Stored data:
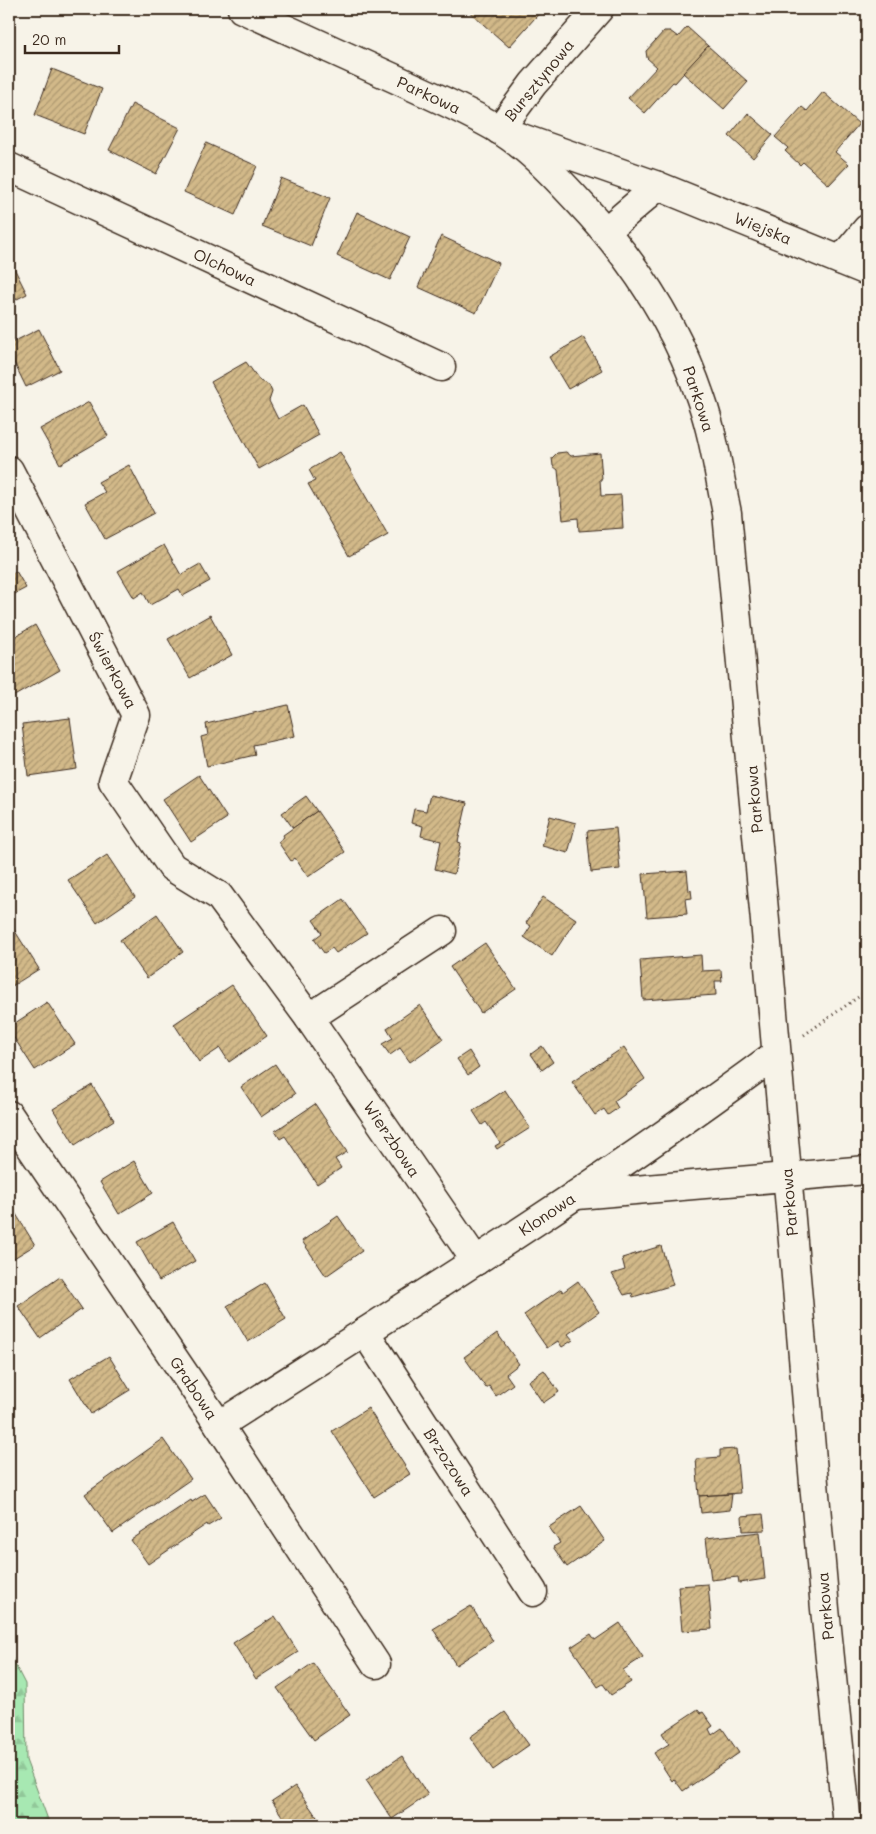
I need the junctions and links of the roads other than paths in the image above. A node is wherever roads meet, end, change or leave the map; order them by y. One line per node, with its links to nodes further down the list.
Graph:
1 (242, 9): 3 (street, Parkowa)
2 (599, 9): 3 (street, Bursztynowa)
3 (499, 130): 5 (street, Wiejska); 7 (street, Parkowa)
4 (9, 167): 10 (street, Olchowa)
5 (658, 186): 7 (street); 8 (street, Wiejska)
6 (867, 229): 8 (street)
7 (606, 231): 15 (street, Parkowa)
8 (841, 260): 9 (street, Wiejska)
9 (867, 271)
10 (441, 367)
11 (9, 470): 12 (street, Świerkowa)
12 (172, 867): 14 (street, Wierzbowa)
13 (442, 931): 14 (street)
14 (309, 1018): 20 (street, Wierzbowa)
15 (776, 1054): 18 (street, Parkowa); 19 (street, Klonowa)
16 (9, 1115): 22 (street, Grabowa)
17 (867, 1170): 18 (street)
18 (787, 1177): 19 (street); 25 (street, Parkowa)
19 (575, 1195): 20 (street, Klonowa)
20 (476, 1261): 21 (street, Klonowa)
21 (365, 1332): 22 (street, Klonowa); 23 (street, Brzozowa)
22 (219, 1424): 24 (street, Grabowa)
23 (533, 1592)
24 (376, 1664)
25 (848, 1825)

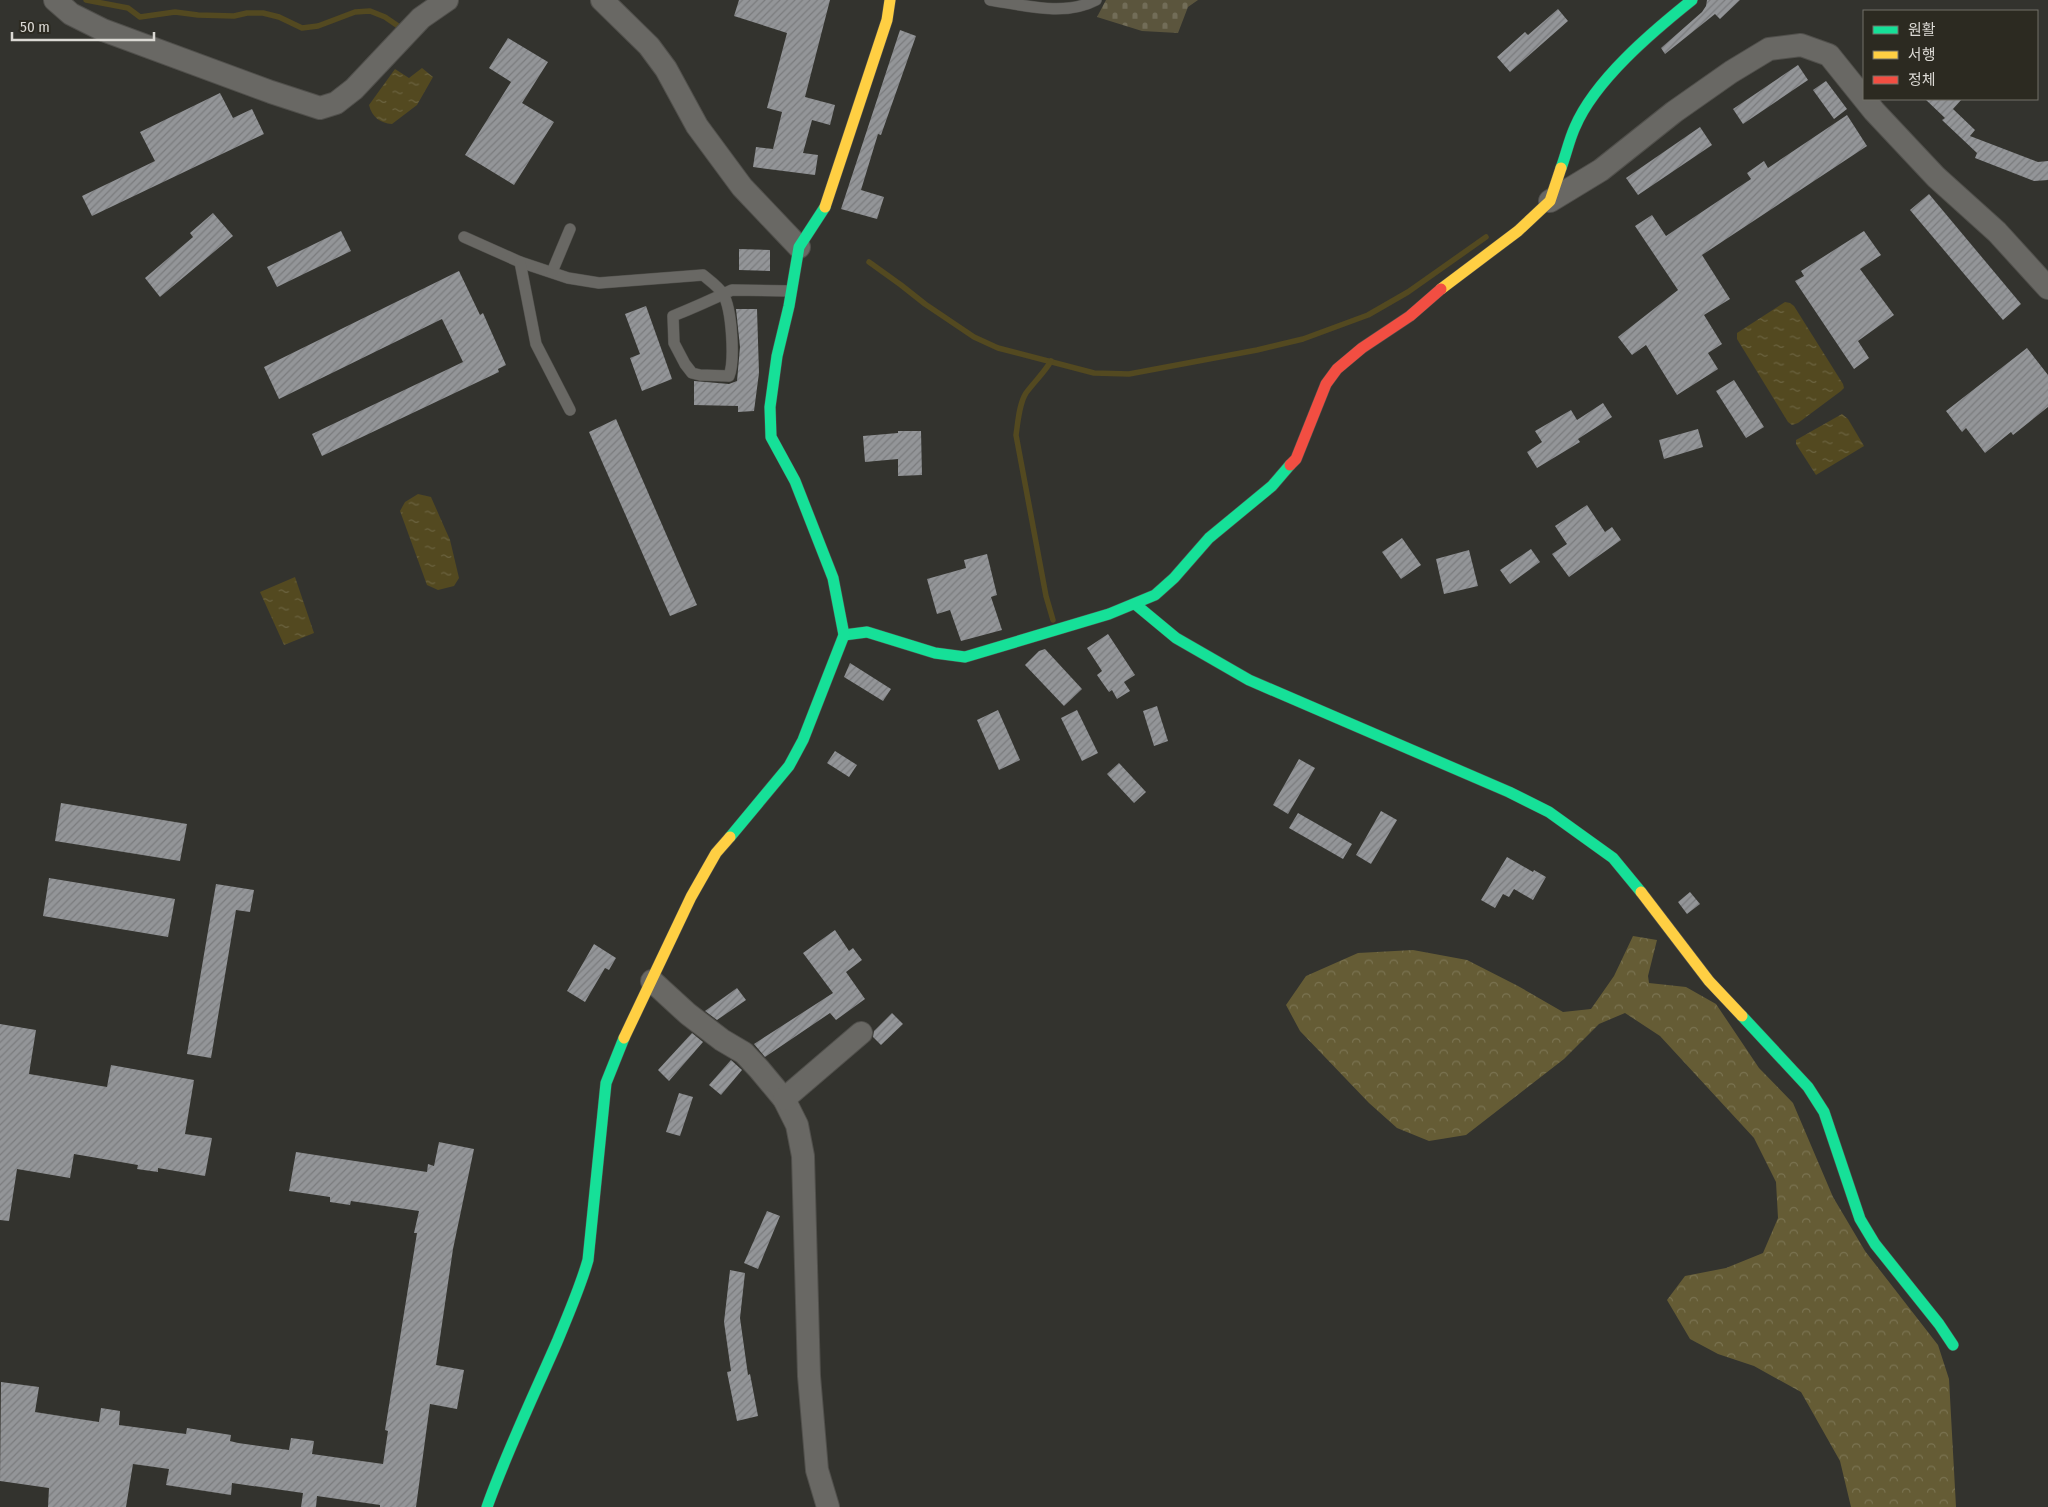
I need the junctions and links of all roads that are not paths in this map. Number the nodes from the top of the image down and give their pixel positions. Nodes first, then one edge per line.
1 (55, 0) edge
2 (447, 0) edge
3 (602, 0) edge
4 (990, 0) edge
5 (1096, 0) edge
6 (1692, 0) edge
7 (893, 1) edge
8 (1863, 97) edge
9 (1865, 100) edge
10 (1550, 201) junction
11 (570, 229) dead end
12 (464, 238) dead end
13 (799, 248) junction
14 (520, 262) junction
15 (552, 272) junction
16 (2048, 288) edge
17 (791, 291) junction
18 (723, 294) junction
19 (570, 410) dead end
20 (1135, 604) junction
21 (844, 635) junction
22 (652, 981) junction
23 (861, 1033) dead end
24 (784, 1099) junction
25 (1953, 1345) dead end
26 (487, 1507) edge
27 (828, 1507) edge

1 - 2 street
3 - 13 street
4 - 5 lane
6 - 10 street
7 - 13 street
8 - 10 street
9 - 16 street
10 - 20 street
11 - 15 lane
12 - 14 lane
13 - 17 street
14 - 15 lane
14 - 19 lane
15 - 18 lane
17 - 18 lane
17 - 21 street
18 - 18 lane
20 - 21 street
20 - 25 street
21 - 22 street
22 - 24 street
22 - 26 street
23 - 24 street
24 - 27 street

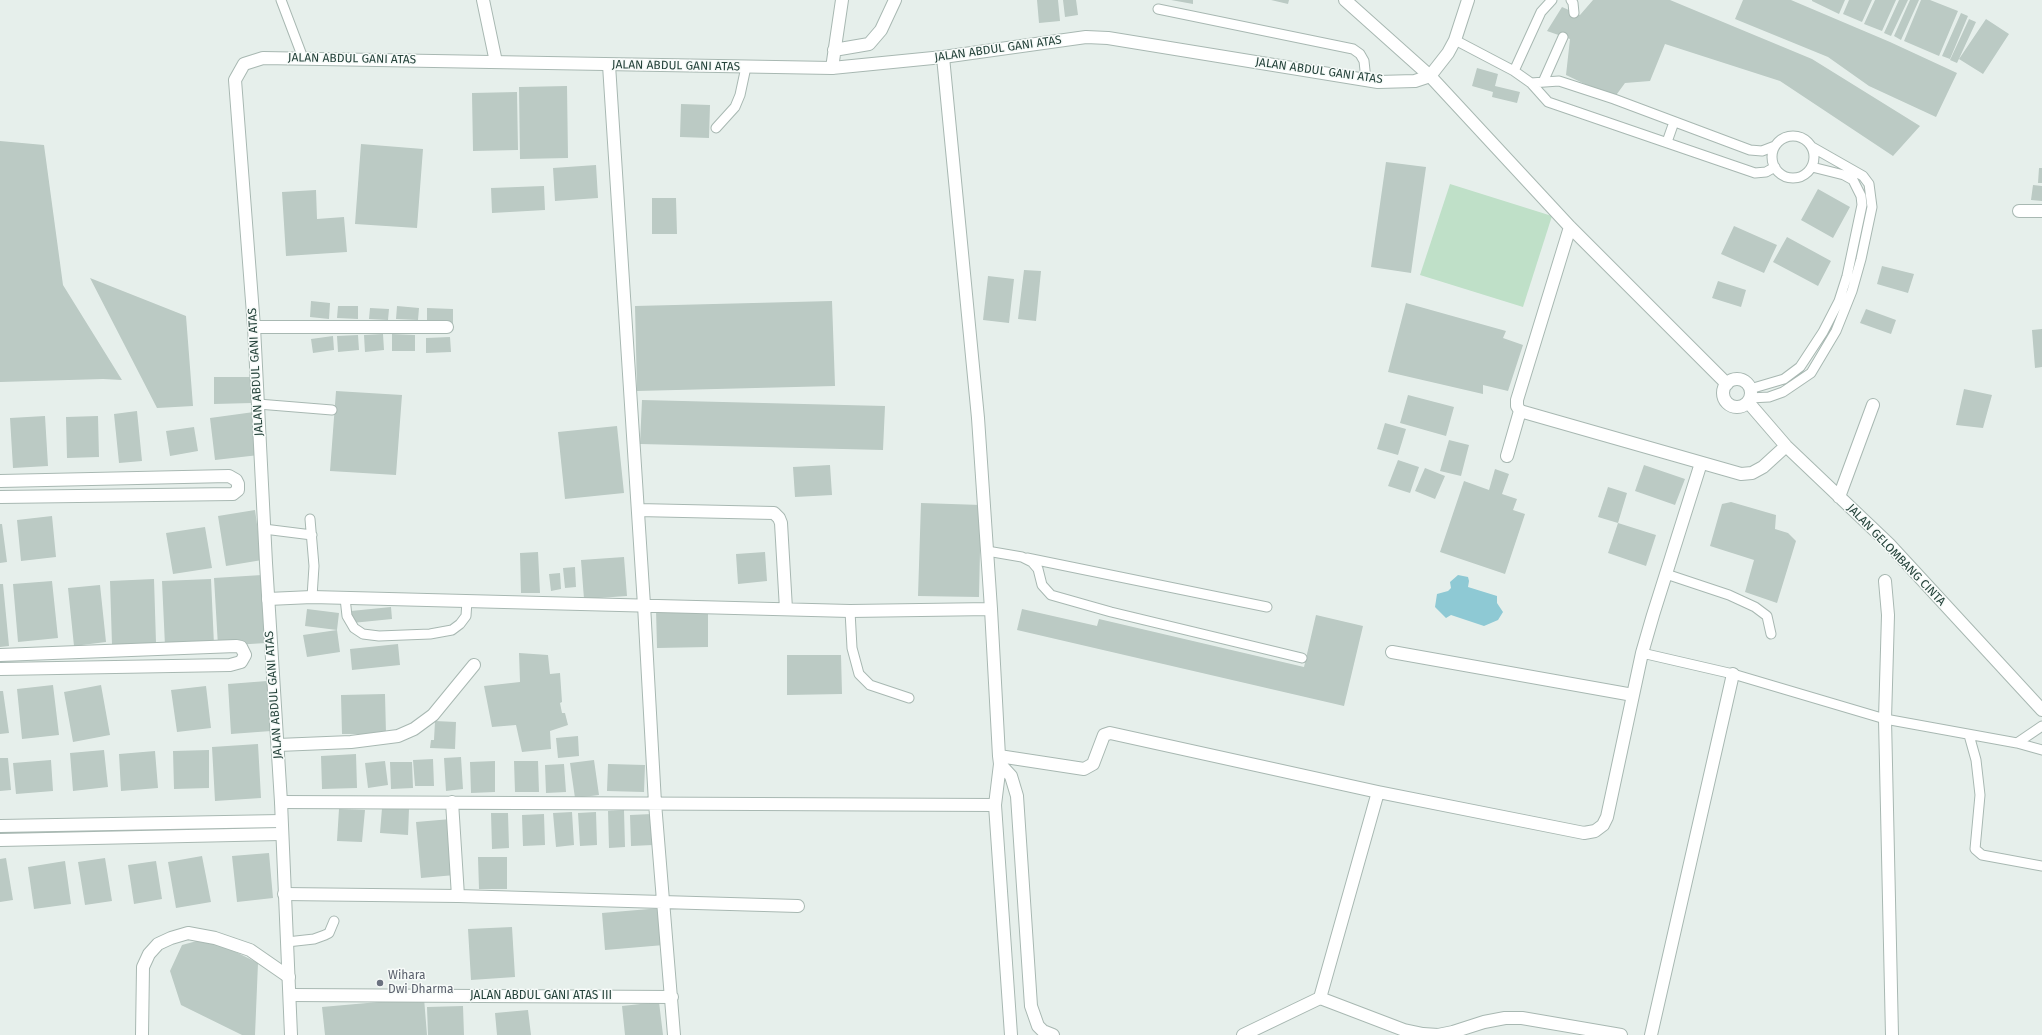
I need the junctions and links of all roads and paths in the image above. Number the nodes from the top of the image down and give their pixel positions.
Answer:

▶ Required action
Transcribe all lines above exactly, skipping pictures.

▶ Response
I need the junctions and links of the roads other than paths in the image above. A node is wherever roads meet, end, change or leave the map; order them by y. One line per node, with its links to nodes further down the list.
Graph:
1 (242, 9): 3 (street, Parkowa)
2 (599, 9): 3 (street, Bursztynowa)
3 (499, 130): 5 (street, Wiejska); 7 (street, Parkowa)
4 (9, 167): 10 (street, Olchowa)
5 (658, 186): 7 (street); 8 (street, Wiejska)
6 (867, 229): 8 (street)
7 (606, 231): 15 (street, Parkowa)
8 (841, 260): 9 (street, Wiejska)
9 (867, 271)
10 (441, 367)
11 (9, 470): 12 (street, Świerkowa)
12 (172, 867): 14 (street, Wierzbowa)
13 (442, 931): 14 (street)
14 (309, 1018): 20 (street, Wierzbowa)
15 (776, 1054): 18 (street, Parkowa); 19 (street, Klonowa)
16 (9, 1115): 22 (street, Grabowa)
17 (867, 1170): 18 (street)
18 (787, 1177): 19 (street); 25 (street, Parkowa)
19 (575, 1195): 20 (street, Klonowa)
20 (476, 1261): 21 (street, Klonowa)
21 (365, 1332): 22 (street, Klonowa); 23 (street, Brzozowa)
22 (219, 1424): 24 (street, Grabowa)
23 (533, 1592)
24 (376, 1664)
25 (848, 1825)

I need the junctions and links of all roads that are not paths in this map. Number the nodes from the top of the image down and give their pixel positions. Nodes first, then one edge per line.
1 (55, 0) edge
2 (447, 0) edge
3 (602, 0) edge
4 (990, 0) edge
5 (1096, 0) edge
6 (1692, 0) edge
7 (893, 1) edge
8 (1863, 97) edge
9 (1865, 100) edge
10 (1550, 201) junction
11 (570, 229) dead end
12 (464, 238) dead end
13 (799, 248) junction
14 (520, 262) junction
15 (552, 272) junction
16 (2048, 288) edge
17 (791, 291) junction
18 (723, 294) junction
19 (570, 410) dead end
20 (1135, 604) junction
21 (844, 635) junction
22 (652, 981) junction
23 (861, 1033) dead end
24 (784, 1099) junction
25 (1953, 1345) dead end
26 (487, 1507) edge
27 (828, 1507) edge

1 - 2 street
3 - 13 street
4 - 5 lane
6 - 10 street
7 - 13 street
8 - 10 street
9 - 16 street
10 - 20 street
11 - 15 lane
12 - 14 lane
13 - 17 street
14 - 15 lane
14 - 19 lane
15 - 18 lane
17 - 18 lane
17 - 21 street
18 - 18 lane
20 - 21 street
20 - 25 street
21 - 22 street
22 - 24 street
22 - 26 street
23 - 24 street
24 - 27 street

I need the junctions and links of all roads and paths in the image above. Number the nodes from the top of the image down and give their pixel positions.
Answer:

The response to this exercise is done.